Yes, there are laws and regulations to keep citizens in check, and insurers have their small print, but, as we witness ad nauseum, the untrustworthy among us will knowingly skirt the rules and Ts and Cs if there’s something in it for them and they believe they can get away with it.

But getting away with it is harder than you think. The life insurance industry has just released figures on those who didn’t get away with trying to defraud their insurers in 2021.

The industry body, the Association for Savings and Investment South Africa (Asisa), reports that South African life insurers detected 4 287 fraudulent and dishonest claims worth R787.6 million across all lines of risk business in 2021. This is a significant increase from 2020, when 3 186 cases of dishonest claims to a value of R587.3 million were uncovered, which in turn was higher than 2019, with 2 837 fraudulent and dishonest claims valued at R537.1 million. In the year before that (2018), 3 708 dishonest claims were uncovered, valued at R1.13 billion, showing that this trend does not move in a straight line, nor does it appear to be related to the Covid-19 pandemic.

Funeral insurance attracted the highest incidence of dishonesty and fraud, followed by death cover, disability cover, hospital cash plans and retrenchment benefit cover.

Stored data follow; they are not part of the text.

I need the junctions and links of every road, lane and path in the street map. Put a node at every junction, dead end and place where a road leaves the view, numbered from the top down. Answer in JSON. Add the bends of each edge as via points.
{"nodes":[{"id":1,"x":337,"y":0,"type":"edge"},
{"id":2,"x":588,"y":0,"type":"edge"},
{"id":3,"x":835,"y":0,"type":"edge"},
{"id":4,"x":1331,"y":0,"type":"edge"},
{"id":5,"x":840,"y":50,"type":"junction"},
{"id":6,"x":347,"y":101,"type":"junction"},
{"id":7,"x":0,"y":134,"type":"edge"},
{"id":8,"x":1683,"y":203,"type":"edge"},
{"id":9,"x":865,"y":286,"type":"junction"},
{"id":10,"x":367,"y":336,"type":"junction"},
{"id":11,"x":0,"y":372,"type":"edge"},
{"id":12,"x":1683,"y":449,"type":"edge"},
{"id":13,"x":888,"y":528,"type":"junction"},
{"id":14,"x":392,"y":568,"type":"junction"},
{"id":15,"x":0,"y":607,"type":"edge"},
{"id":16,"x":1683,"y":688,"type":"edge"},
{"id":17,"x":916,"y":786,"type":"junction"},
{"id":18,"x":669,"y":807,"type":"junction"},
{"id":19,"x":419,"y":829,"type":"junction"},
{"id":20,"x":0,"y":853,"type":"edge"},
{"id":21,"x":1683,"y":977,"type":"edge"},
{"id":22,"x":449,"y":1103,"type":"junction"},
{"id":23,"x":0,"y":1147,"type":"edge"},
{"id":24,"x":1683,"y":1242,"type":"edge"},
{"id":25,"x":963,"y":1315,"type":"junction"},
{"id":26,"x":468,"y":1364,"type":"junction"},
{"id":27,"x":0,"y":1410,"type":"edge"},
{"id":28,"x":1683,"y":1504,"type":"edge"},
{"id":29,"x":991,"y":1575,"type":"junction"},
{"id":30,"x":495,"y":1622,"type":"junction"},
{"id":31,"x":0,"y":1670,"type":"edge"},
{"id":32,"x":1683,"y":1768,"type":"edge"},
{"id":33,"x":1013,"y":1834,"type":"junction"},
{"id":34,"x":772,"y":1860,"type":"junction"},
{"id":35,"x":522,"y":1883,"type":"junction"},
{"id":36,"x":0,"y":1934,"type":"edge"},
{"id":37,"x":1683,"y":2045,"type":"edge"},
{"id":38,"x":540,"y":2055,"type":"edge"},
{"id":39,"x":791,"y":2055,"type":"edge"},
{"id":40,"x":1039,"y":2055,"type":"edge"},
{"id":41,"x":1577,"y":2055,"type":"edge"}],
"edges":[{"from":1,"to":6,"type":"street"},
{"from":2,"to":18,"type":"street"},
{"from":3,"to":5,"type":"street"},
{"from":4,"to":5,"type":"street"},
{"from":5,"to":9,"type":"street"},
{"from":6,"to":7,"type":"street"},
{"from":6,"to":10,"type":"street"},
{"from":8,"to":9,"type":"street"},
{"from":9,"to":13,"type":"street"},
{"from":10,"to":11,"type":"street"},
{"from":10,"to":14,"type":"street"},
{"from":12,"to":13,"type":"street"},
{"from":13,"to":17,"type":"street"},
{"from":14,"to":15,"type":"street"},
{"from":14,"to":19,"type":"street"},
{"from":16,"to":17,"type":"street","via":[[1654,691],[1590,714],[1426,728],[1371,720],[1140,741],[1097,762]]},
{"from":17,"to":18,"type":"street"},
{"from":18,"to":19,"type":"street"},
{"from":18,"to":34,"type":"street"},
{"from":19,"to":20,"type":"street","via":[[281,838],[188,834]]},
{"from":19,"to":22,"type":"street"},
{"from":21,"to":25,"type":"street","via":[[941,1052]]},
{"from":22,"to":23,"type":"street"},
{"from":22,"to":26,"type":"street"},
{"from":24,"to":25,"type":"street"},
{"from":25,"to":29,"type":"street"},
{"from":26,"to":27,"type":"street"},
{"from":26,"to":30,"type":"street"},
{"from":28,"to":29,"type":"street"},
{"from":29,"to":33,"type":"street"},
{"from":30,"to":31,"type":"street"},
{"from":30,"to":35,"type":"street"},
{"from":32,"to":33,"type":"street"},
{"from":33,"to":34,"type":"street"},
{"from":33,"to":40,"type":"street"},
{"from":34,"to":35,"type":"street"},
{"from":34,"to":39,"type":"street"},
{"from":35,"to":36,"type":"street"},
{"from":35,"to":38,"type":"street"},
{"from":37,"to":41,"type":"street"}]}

Megan Govender, convenor of the Asisa Forensics Standing Committee, says R787.6 million may seem like a relatively small amount compared with the R608 billion in claims and benefit payments made to policyholders and their beneficiaries in 2021 – the highest ever paid in a single year. However, if fraud was left unchecked, he says, honest policyholders would ultimately have to pay for it through higher premiums.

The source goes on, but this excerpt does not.